There was a registered manager in post. A registered manager is a person who has registered with the Care Quality Commission to manage the service. Like registered providers, they are ‘registered persons’. Registered persons have legal responsibility for meeting the requirements in the Health and Social Care Act 2008 and associated Regulations about how the service is run. The registered manager worked closely with the deputy manager as well as the area operations manager.
Abingdon Court had staff vacancies and staff told us they focused on keeping people safe and did not have enough time to spend with people. People told us staff did not always have time to spend with them, however, they were attended to without unnecessary delay. The registered manager told us a lot of staff had left when the provider took over and they were actively recruiting. They had reduced the use of agency staff. The same agency staff were used to maintain continuity. They had also introduced new staff roles to support care staff. The registered manager told us they were doing all they could to ensure safe staffing levels. The home had robust recruitment procedures and conducted background checks to ensure staff were suitable for their roles.
Risks to people’s well-being were assessed and managed safely to help them maintain their independence. Staff were aware of people’s needs and followed guidance to keep them safe. Staff clearly understood how to safeguard people and protect their health and well-being. There were systems in place to manage safe administration and storage of medicines. People received their medicine as prescribed. However, some people who required when necessary (PRN) medicines did not always have PRN protocols in place.
The Care Quality Commission (CQC) is required by law to monitor the operation of the Mental Capacity Act 2005 (MCA) and report on what we find. Staff did not always have a good understand the Mental Capacity Act 2005 (MCA). Where people were thought to lack capacity, mental capacity assessments had not been completed. Some people did not have any records to show that best interest process having been followed. There was no evidence of guidance from a pharmacist on how best to administer the medicines covertly. The registered manager told us they understood their responsibilities under the Deprivation of Liberty Safeguards (DoLS); these provide legal safeguards for people who may be deprived of their liberty for their own safety.
The provider’s systems and processes to monitor and improve the quality and safety of the service were not always effective in identifying areas for improvement. Accidents and incidents were recorded and followed up. However, trends identified were not always followed through.
People were supported by staff that had the right skills to fulfil their roles effectively. Records showed staff did not always receive regular supervisions (one to one meetings with their line manager). However, they told us they felt supported by the management team.

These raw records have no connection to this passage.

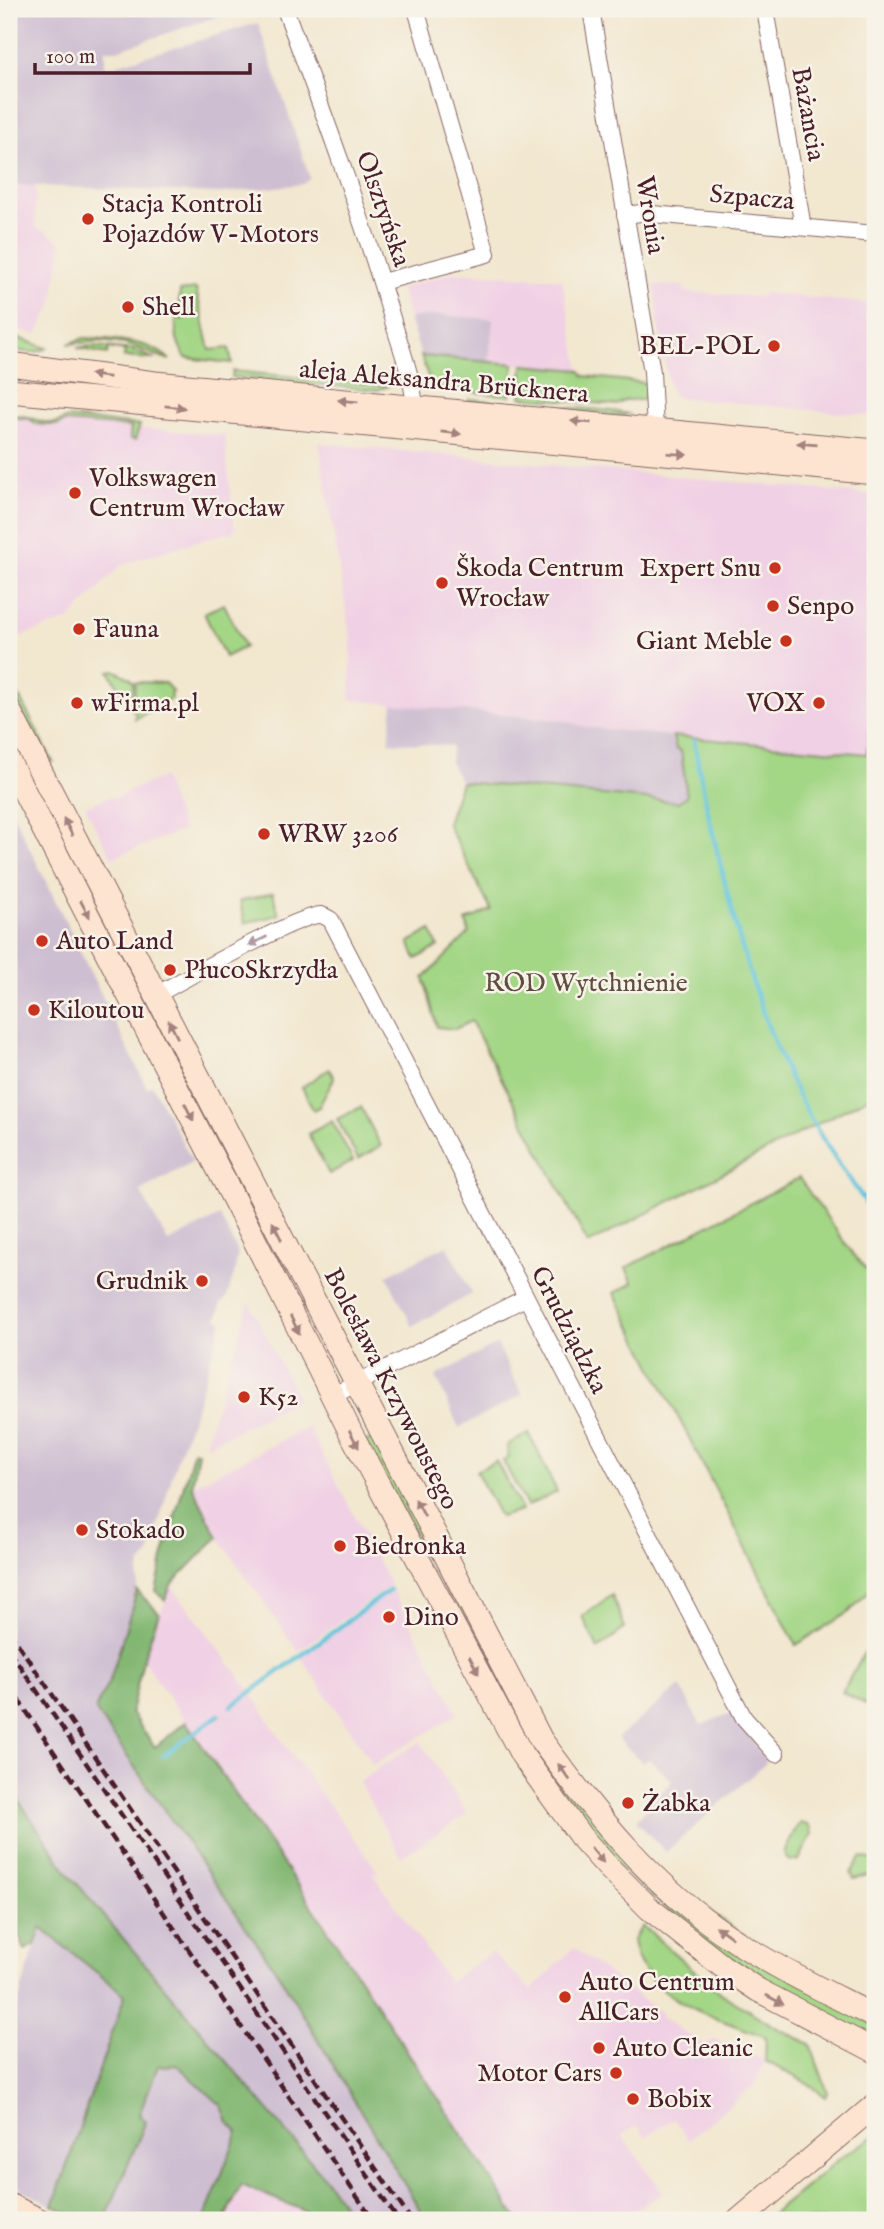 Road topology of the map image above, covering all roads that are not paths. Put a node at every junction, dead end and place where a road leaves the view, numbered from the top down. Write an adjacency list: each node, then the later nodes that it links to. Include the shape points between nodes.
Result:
1 (285, 9): 8 (street, Olsztyńska)
2 (416, 9): 8 (street, via 487,254)
3 (590, 9): 5 (street, Wronia)
4 (765, 9): 6 (street, Bażancia)
5 (625, 215): 6 (street, Szpacza); 15 (street, Wronia, via 652,372)
6 (803, 227): 7 (street, Szpacza)
7 (875, 234)
8 (382, 282): 13 (street, Olsztyńska)
9 (9, 355): 11 (main road)
10 (9, 364): 11 (main road, aleja Aleksandra Brücknera)
11 (39, 367): 13 (main road, aleja Aleksandra Brücknera, one-way to 11, via 155,383)
12 (9, 391): 14 (main road, aleja Aleksandra Brücknera, one-way to 14)
13 (416, 407): 14 (street, Olsztyńska); 15 (main road, aleja Aleksandra Brücknera, one-way to 13)
14 (415, 430): 17 (main road, aleja Aleksandra Brücknera, one-way to 17)
15 (655, 430): 16 (main road, aleja Aleksandra Brücknera, one-way to 15)
16 (875, 451)
17 (875, 473)
18 (9, 710): 20 (main road, Bolesława Krzywoustego, one-way to 18)
19 (9, 762): 23 (main road, Bolesława Krzywoustego, one-way to 23)
20 (156, 995): 21 (street, Grudziądzka, one-way to 20, via 331,920 321,915 303,919); 22 (main road, Bolesława Krzywoustego, one-way to 20)
21 (525, 1298): 22 (street); 24 (street, Grudziądzka, via 744,1718)
22 (356, 1384): 23 (street); 25 (main road, Bolesława Krzywoustego, one-way to 22, via 732,1939 667,1888 621,1844 541,1740)
23 (332, 1396): 26 (main road, Bolesława Krzywoustego, one-way to 26, via 522,1755 581,1837 650,1909 722,1966 781,2003)
24 (776, 1754)
25 (875, 2017)
26 (875, 2051)
27 (875, 2105): 30 (main road)
28 (9, 2205): 29 (main road)
29 (39, 2220)
30 (739, 2220) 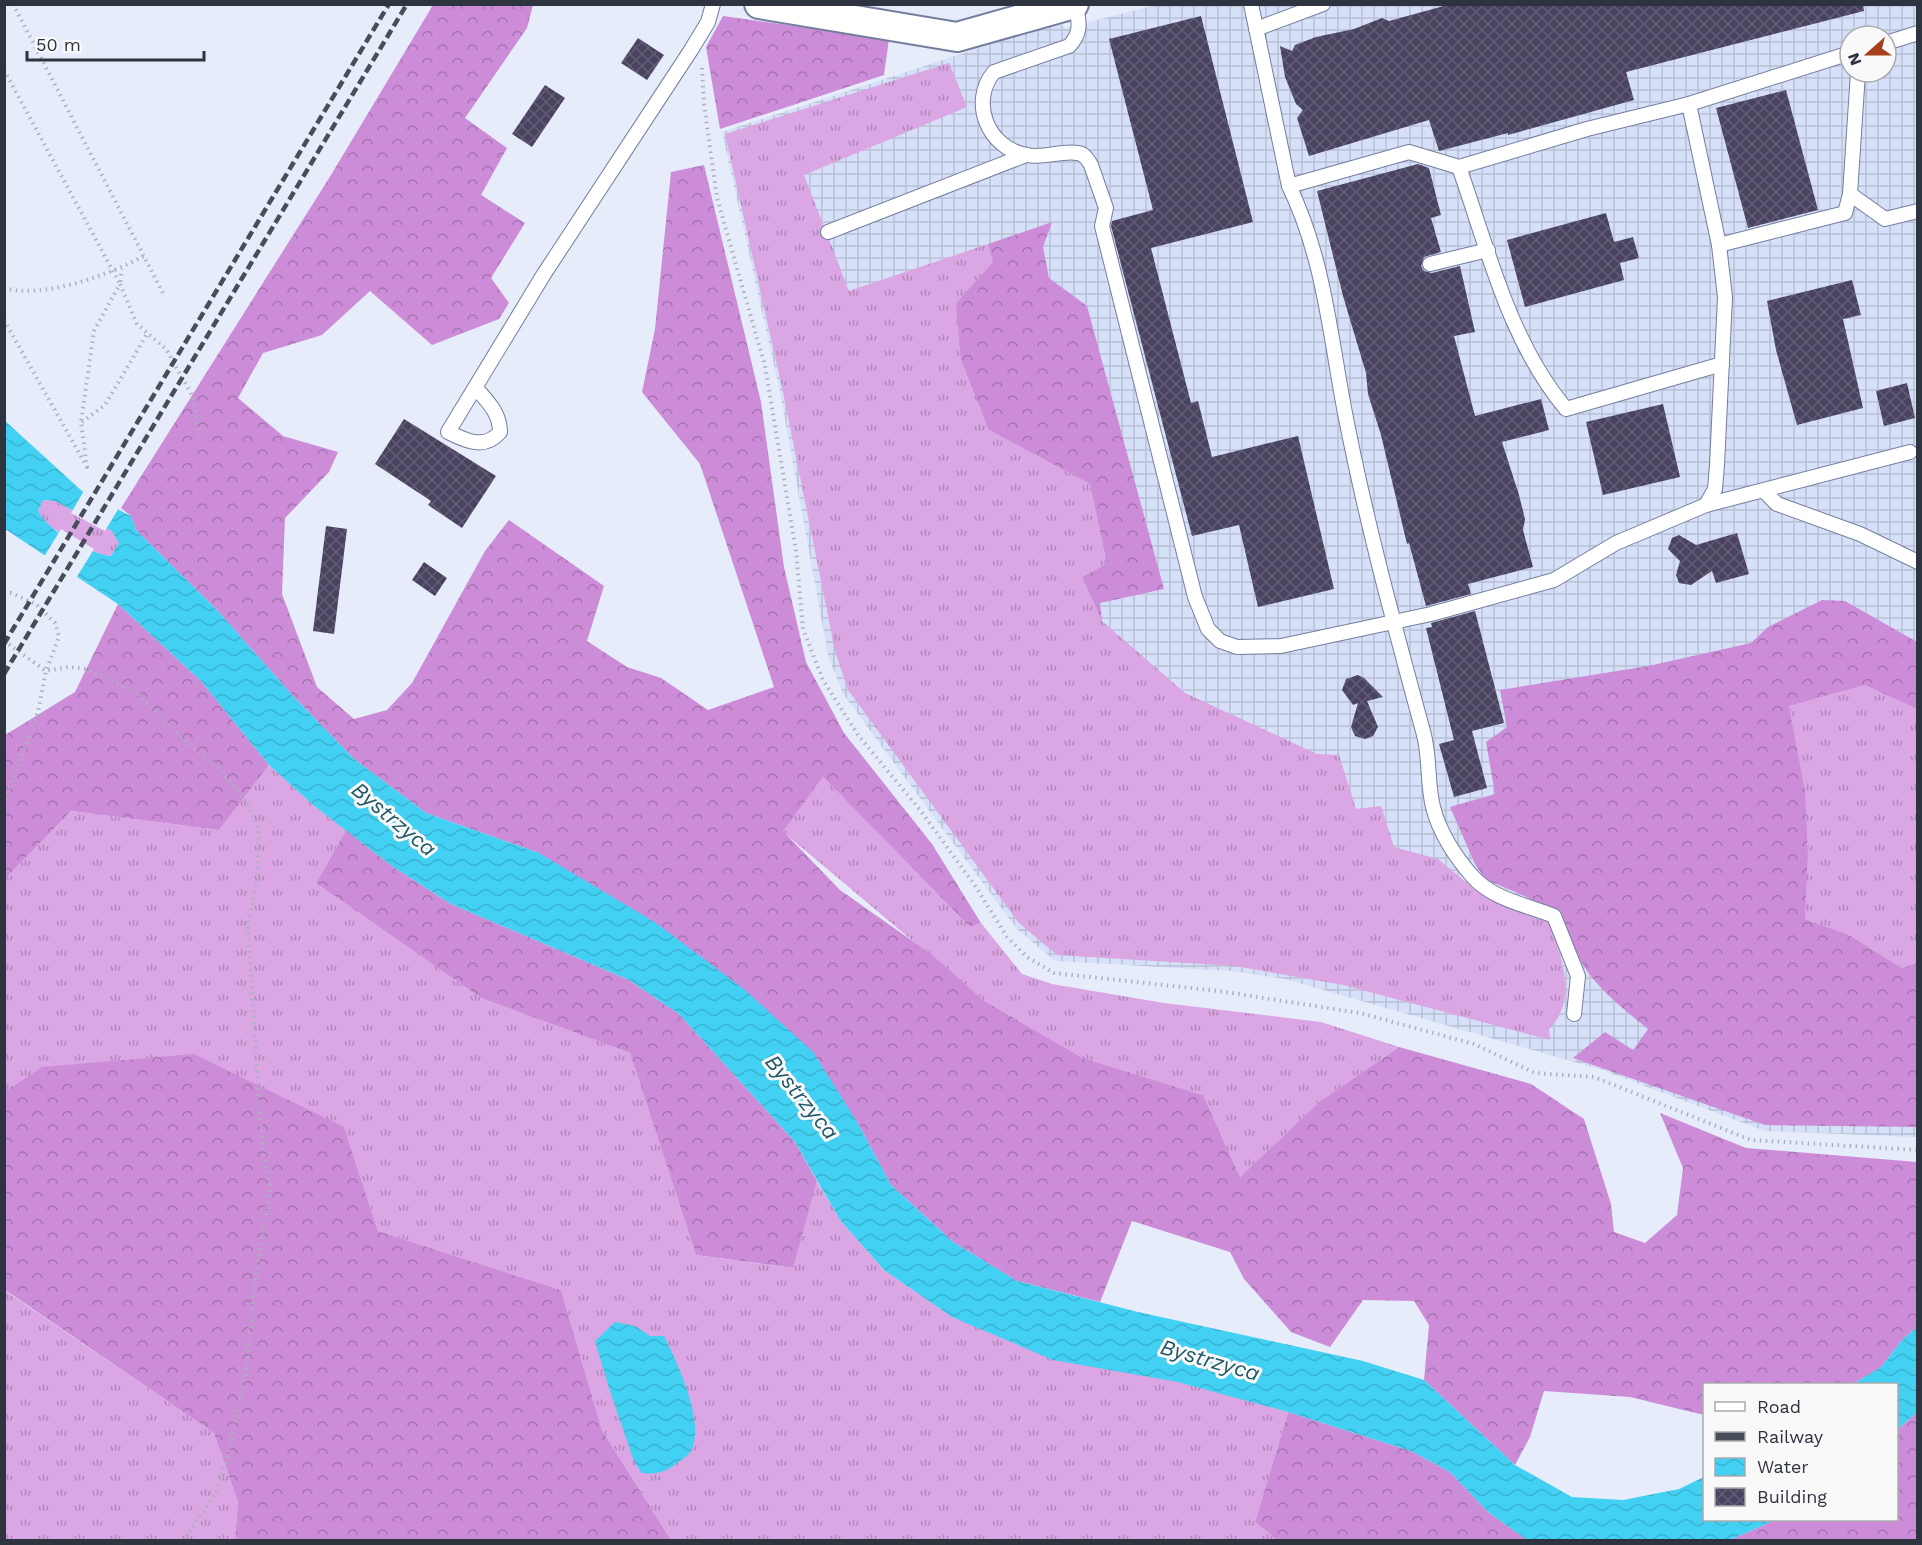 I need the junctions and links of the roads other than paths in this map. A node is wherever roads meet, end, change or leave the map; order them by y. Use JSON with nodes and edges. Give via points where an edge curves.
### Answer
{"nodes":[{"id":1,"x":713,"y":4,"type":"edge"},
{"id":2,"x":759,"y":4,"type":"edge"},
{"id":3,"x":1075,"y":4,"type":"edge"},
{"id":4,"x":1251,"y":4,"type":"edge"},
{"id":5,"x":1323,"y":4,"type":"edge"},
{"id":6,"x":1256,"y":29,"type":"junction"},
{"id":7,"x":1917,"y":33,"type":"edge"},
{"id":8,"x":1898,"y":39,"type":"edge"},
{"id":9,"x":1838,"y":57,"type":"edge"},
{"id":10,"x":1857,"y":84,"type":"edge"},
{"id":11,"x":1689,"y":104,"type":"junction"},
{"id":12,"x":1026,"y":155,"type":"junction"},
{"id":13,"x":1459,"y":167,"type":"junction"},
{"id":14,"x":1289,"y":186,"type":"junction"},
{"id":15,"x":1850,"y":194,"type":"junction"},
{"id":16,"x":1917,"y":210,"type":"edge"},
{"id":17,"x":828,"y":232,"type":"dead end"},
{"id":18,"x":1719,"y":244,"type":"junction"},
{"id":19,"x":1488,"y":249,"type":"junction"},
{"id":20,"x":1430,"y":264,"type":"dead end"},
{"id":21,"x":1722,"y":364,"type":"junction"},
{"id":22,"x":476,"y":388,"type":"dead end"},
{"id":23,"x":1910,"y":452,"type":"dead end"},
{"id":24,"x":1764,"y":491,"type":"junction"},
{"id":25,"x":1706,"y":505,"type":"junction"},
{"id":26,"x":1917,"y":562,"type":"edge"},
{"id":27,"x":1394,"y":622,"type":"junction"},
{"id":28,"x":1574,"y":1014,"type":"dead end"}],
"edges":[{"from":1,"to":22,"type":"lane","via":[[708,22],[691,50],[544,274]]},
{"from":2,"to":3,"type":"street","via":[[957,37]]},
{"from":3,"to":12,"type":"lane","via":[[1080,25],[1078,37],[1069,46],[994,72],[983,92],[984,119],[991,131],[1011,150]]},
{"from":4,"to":6,"type":"lane"},
{"from":5,"to":6,"type":"lane"},
{"from":6,"to":14,"type":"lane"},
{"from":7,"to":8,"type":"lane"},
{"from":9,"to":11,"type":"lane"},
{"from":10,"to":15,"type":"lane"},
{"from":11,"to":13,"type":"lane"},
{"from":11,"to":18,"type":"lane"},
{"from":12,"to":17,"type":"lane"},
{"from":12,"to":27,"type":"lane","via":[[1078,153],[1091,165],[1106,208],[1102,226],[1130,347],[1195,597],[1208,629],[1220,641],[1256,648]]},
{"from":13,"to":14,"type":"lane","via":[[1409,152]]},
{"from":13,"to":19,"type":"lane"},
{"from":14,"to":27,"type":"lane","via":[[1315,249],[1344,412]]},
{"from":15,"to":16,"type":"lane","via":[[1885,219]]},
{"from":15,"to":18,"type":"lane","via":[[1845,213]]},
{"from":18,"to":21,"type":"lane","via":[[1725,297]]},
{"from":19,"to":20,"type":"lane"},
{"from":19,"to":21,"type":"lane","via":[[1512,320],[1566,409]]},
{"from":21,"to":25,"type":"lane","via":[[1715,489]]},
{"from":23,"to":24,"type":"lane"},
{"from":24,"to":25,"type":"lane"},
{"from":24,"to":26,"type":"lane","via":[[1777,504],[1860,534]]},
{"from":25,"to":27,"type":"lane","via":[[1616,543],[1554,580]]},
{"from":27,"to":28,"type":"lane","via":[[1426,742],[1433,807],[1449,845],[1484,888],[1554,916],[1578,976]]}]} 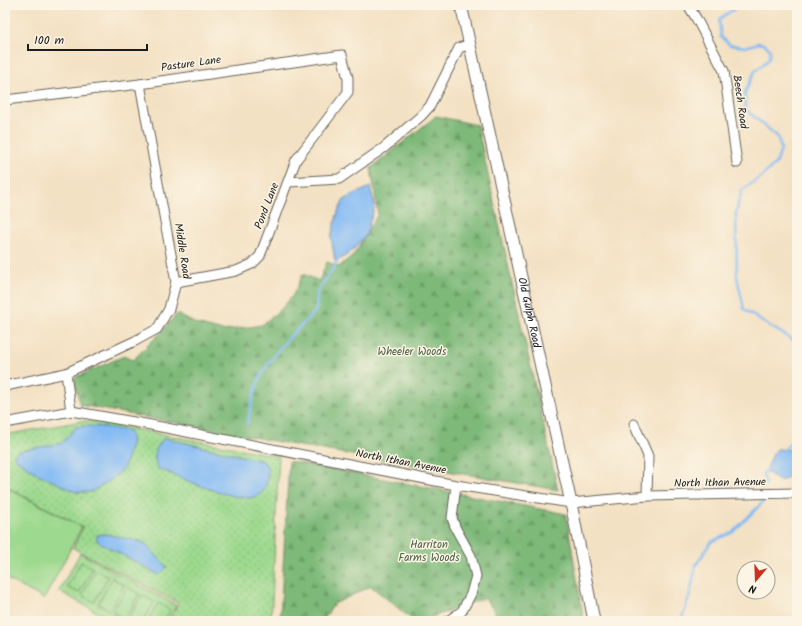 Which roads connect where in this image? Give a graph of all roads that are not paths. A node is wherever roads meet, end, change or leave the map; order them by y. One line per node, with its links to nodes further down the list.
1 (461, 5): 3 (street, Old Gulph Road)
2 (688, 5): 7 (street, Beech Road)
3 (470, 44): 8 (street); 18 (street, Old Gulph Road)
4 (140, 84): 5 (street, Pasture Lane); 6 (street, Pasture Lane); 9 (street, Middle Road)
5 (348, 92): 8 (street, Pond Lane)
6 (5, 100)
7 (737, 163)
8 (289, 182): 9 (street, Pond Lane)
9 (176, 282): 10 (street, Middle Road)
10 (66, 372): 11 (street); 12 (street)
11 (5, 386)
12 (71, 411): 13 (street, North Ithan Avenue); 15 (street, North Ithan Avenue)
13 (5, 423)
14 (634, 424): 17 (street)
15 (456, 485): 18 (street, North Ithan Avenue); 19 (street)
16 (797, 493): 17 (street, North Ithan Avenue)
17 (647, 496): 18 (street, North Ithan Avenue)
18 (571, 503): 20 (street, Old Gulph Road)
19 (448, 621)
20 (594, 621)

People were supported to meet their nutritional needs and maintain an enjoyable and varied diet. Meal times were considered social events. We observed a pleasant dining experience during our inspection.
Staff worked closely with various local social and health care professionals. Referrals for specialist advice were submitted in a timely manner. Staff knew the people they cared for. People's choices and wishes were respected and recorded in their care records. Where people had received end of life care, staff had taken actions to ensure people would have as dignified death as possible.
People were supported to access a variety of group activities. However, people who required one to one support where not always protected from the risk of social isolation. Staff did not always have time to spend with people.
People had their needs assessed before living at Abingdon Court to ensure staff were able to meet people’s needs. People’s care plans gave details of support required and were updated when people’s needs changed. People knew how to complain and complaints were dealt with in line with the provider’s complaints policy. People’s input was valued and they were encouraged to feedback on the quality of the service and make suggestions for improvements.
The registered manager informed us of all notifiable incidents. People and staff spoke positively about the management and leadership they had from the registered manager.
We identified two breaches of the Health and Social Care Act 2008 (Regulated Activity) Regulation 2014. You can see what action we have required the provider to take at the end of this report.